** SOURCE DATA **
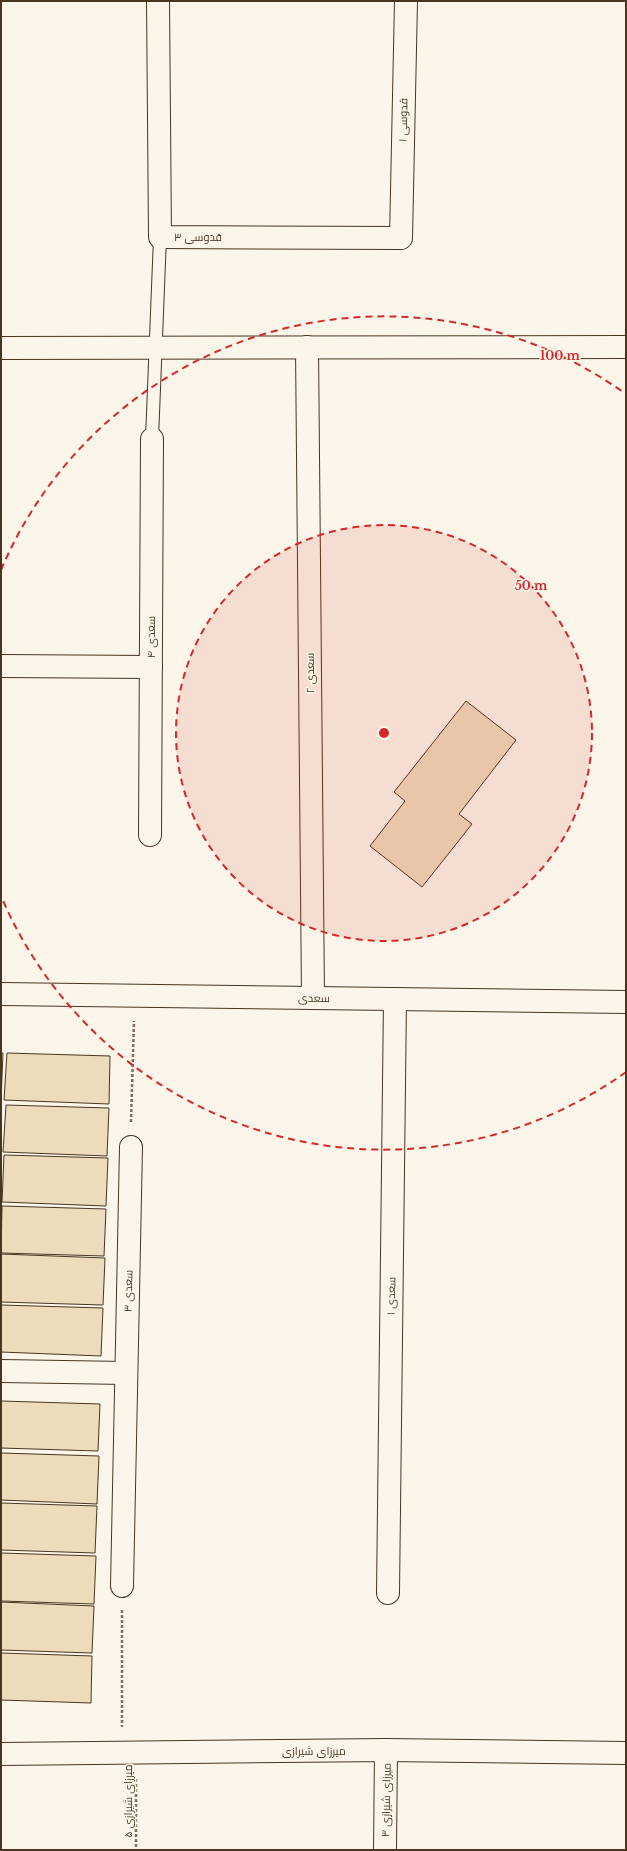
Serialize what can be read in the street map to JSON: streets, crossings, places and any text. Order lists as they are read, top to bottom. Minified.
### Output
{"streets":{"street":["قدوسی ۱","قدوسی ۳","سعدی ۴","سعدی ۲","سعدی","سعدی ۳","سعدی ۱","میرزای شیرازی","میرزای شیرازی ۳"],"path":["میرزای شیرازی ۵"]},"crossings":[["قدوسی ۱","قدوسی ۳"],["سعدی ۲","سعدی"],["سعدی","سعدی ۱"],["سعدی ۳","میرزای شیرازی ۵"],["میرزای شیرازی","میرزای شیرازی ۳"],["میرزای شیرازی","میرزای شیرازی ۵"]],"rings":["100 m","50 m"]}
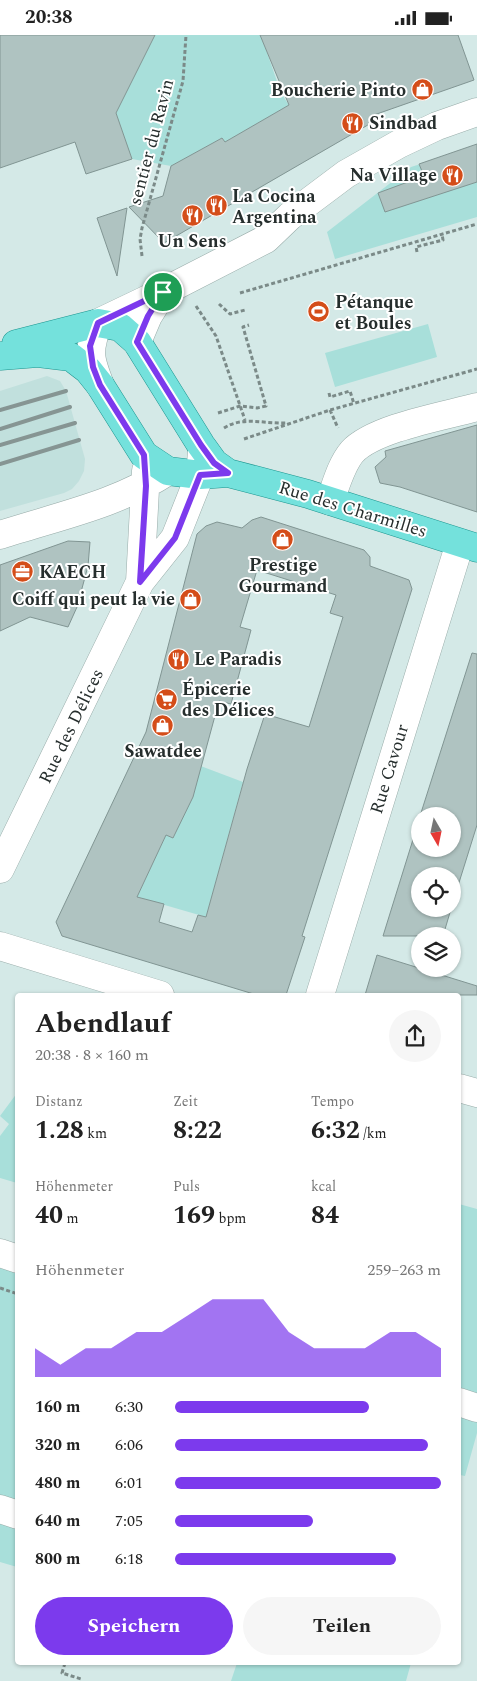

** WHAT NEEDS TO BE DONE **
If the data includes images, skip them and copy every line exactly.

** EXERCISE SOLUTION **
Serialize what can be read in the street map to JSON: streets, crossings, places and any text. Order lists as they are read, top to bottom. Minified.
### Output
{"streets":{"street":["قدوسی ۱","قدوسی ۳","سعدی ۴","سعدی ۲","سعدی","سعدی ۳","سعدی ۱","میرزای شیرازی","میرزای شیرازی ۳"],"path":["میرزای شیرازی ۵"]},"crossings":[["قدوسی ۱","قدوسی ۳"],["سعدی ۲","سعدی"],["سعدی","سعدی ۱"],["سعدی ۳","میرزای شیرازی ۵"],["میرزای شیرازی","میرزای شیرازی ۳"],["میرزای شیرازی","میرزای شیرازی ۵"]],"rings":["100 m","50 m"]}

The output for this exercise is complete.